The Tax Court then proceeded to follow the Fifth Circuit on both issues presented in the case. One issue was whether, as a statutory matter, section 965 required the parties to treat the accounts receivable as related party indebtedness. Following the Fifth Circuit, the Tax Court held that there was no such statutory requirement because section 965(b)(3) looks only to indebtedness “as of the close of the taxable year for which the [section 965] election . . . is in effect.” Because the taxpayer’s closing agreement did not create the accounts receivable until 2009—long after the testing period for the taxpayer’s 2005 year—the Tax Court held that the accounts receivable did not constitute related party indebtedness under section 965.
The other issue was whether the parties had agreed to treat the accounts receivable as related party indebtedness under the closing agreement.
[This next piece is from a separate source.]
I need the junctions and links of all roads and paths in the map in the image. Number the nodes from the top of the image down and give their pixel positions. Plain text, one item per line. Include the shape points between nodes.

In what the Tax Court termed an “introductory phrase,” the closing agreement provided that the accounts receivable were established “for all Federal income tax purposes.” The Commissioner argued that with this language, the parties had agreed to treat the accounts receivable as related party indebtedness for purposes of section 965. But looking to the facts and circumstances of the closing agreement, the Tax Court concluded that the taxpayer made no such agreement. The Tax Court cited law for the principle that each closing agreement is limited to the “matters specifically agreed upon and mentioned in the closing agreement” as well as some self-limiting language in the agreement itself. Since there is no specific mention of section 965 in the agreement, the Tax Court held that to treat the accounts receivable as related party indebtedness would be to ignore the intent of the parties.
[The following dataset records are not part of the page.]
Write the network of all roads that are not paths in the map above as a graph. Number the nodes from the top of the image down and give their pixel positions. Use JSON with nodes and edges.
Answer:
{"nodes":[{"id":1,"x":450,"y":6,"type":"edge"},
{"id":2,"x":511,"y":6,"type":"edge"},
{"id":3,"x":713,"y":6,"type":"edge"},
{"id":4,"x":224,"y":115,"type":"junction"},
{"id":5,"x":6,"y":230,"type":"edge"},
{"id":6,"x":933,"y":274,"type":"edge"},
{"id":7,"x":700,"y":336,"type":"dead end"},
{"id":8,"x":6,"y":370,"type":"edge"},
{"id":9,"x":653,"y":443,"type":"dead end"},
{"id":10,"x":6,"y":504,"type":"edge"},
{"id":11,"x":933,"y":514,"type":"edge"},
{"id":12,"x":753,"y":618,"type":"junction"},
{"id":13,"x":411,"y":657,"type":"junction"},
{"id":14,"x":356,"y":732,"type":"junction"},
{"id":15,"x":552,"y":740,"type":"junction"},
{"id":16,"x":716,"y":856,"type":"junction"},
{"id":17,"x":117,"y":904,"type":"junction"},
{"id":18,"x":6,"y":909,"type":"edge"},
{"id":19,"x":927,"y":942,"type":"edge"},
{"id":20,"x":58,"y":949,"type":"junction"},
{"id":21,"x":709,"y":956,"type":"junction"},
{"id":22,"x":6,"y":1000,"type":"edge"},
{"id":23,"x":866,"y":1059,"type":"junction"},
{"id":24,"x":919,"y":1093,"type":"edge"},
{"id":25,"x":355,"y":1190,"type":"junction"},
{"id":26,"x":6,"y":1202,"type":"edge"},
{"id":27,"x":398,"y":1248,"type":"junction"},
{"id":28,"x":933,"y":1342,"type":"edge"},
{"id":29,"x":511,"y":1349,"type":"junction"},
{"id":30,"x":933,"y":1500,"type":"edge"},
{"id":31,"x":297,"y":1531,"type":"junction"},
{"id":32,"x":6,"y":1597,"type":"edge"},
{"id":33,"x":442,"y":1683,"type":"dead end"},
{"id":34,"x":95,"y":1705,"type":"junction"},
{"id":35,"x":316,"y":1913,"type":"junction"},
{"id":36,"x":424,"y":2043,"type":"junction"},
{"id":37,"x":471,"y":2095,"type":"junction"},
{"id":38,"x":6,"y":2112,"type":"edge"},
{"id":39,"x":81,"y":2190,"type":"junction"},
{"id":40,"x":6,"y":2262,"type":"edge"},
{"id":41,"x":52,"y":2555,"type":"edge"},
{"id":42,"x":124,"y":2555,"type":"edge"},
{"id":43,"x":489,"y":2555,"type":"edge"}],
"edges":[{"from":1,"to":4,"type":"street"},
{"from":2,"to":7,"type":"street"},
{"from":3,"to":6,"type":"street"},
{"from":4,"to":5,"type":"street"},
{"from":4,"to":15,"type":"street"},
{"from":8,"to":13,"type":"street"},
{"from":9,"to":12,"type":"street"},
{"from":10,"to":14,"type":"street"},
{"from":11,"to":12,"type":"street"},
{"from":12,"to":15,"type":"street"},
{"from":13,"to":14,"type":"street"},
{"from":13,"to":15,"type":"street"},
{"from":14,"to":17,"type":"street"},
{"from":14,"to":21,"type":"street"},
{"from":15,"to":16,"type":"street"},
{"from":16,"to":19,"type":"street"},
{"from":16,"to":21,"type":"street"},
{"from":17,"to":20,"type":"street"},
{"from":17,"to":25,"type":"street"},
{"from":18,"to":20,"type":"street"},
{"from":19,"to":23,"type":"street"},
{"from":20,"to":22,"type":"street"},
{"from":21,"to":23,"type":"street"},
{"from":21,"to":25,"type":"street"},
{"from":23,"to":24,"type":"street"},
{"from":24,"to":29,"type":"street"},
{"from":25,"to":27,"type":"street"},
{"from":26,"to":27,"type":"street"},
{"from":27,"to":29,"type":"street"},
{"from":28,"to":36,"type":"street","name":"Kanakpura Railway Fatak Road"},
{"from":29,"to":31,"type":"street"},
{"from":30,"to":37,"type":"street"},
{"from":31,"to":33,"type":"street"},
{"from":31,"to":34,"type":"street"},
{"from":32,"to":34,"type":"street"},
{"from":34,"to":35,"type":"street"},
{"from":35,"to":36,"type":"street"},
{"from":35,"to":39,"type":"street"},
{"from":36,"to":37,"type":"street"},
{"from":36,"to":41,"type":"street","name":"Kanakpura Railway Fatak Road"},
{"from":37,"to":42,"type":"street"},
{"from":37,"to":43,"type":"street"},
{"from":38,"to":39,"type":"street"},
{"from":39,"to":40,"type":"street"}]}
But the introductory phrase in the closing agreement in BMC Software—which had the phrase “for Federal income tax purposes”— was different from that in Analog Devices—“for all Federal income tax purposes.” Four judges on the Tax Court concluded that this difference was material and dissented. The dissent invoked interpretive canons for giving effect to the word “all” and addressed the equities of the situation, stating that even if the parties did not bargain over the wording of the introductory phrase, the “wording was not foisted on an unrepresented or unsuspecting taxpayer, or rendered in fine print, or hidden in a footnote, or even inserted in the midst of other terms of the agreement.” Several judges joined in a concurring opinion stating that the dissent “points to a distinction without a difference” and observing that the phrase “for Federal income tax purposes” means the same thing as the phrase “for all Federal income tax purposes.”
If the government appeals Analog Devices (which it may well do given the dissent), we will cover that appeal.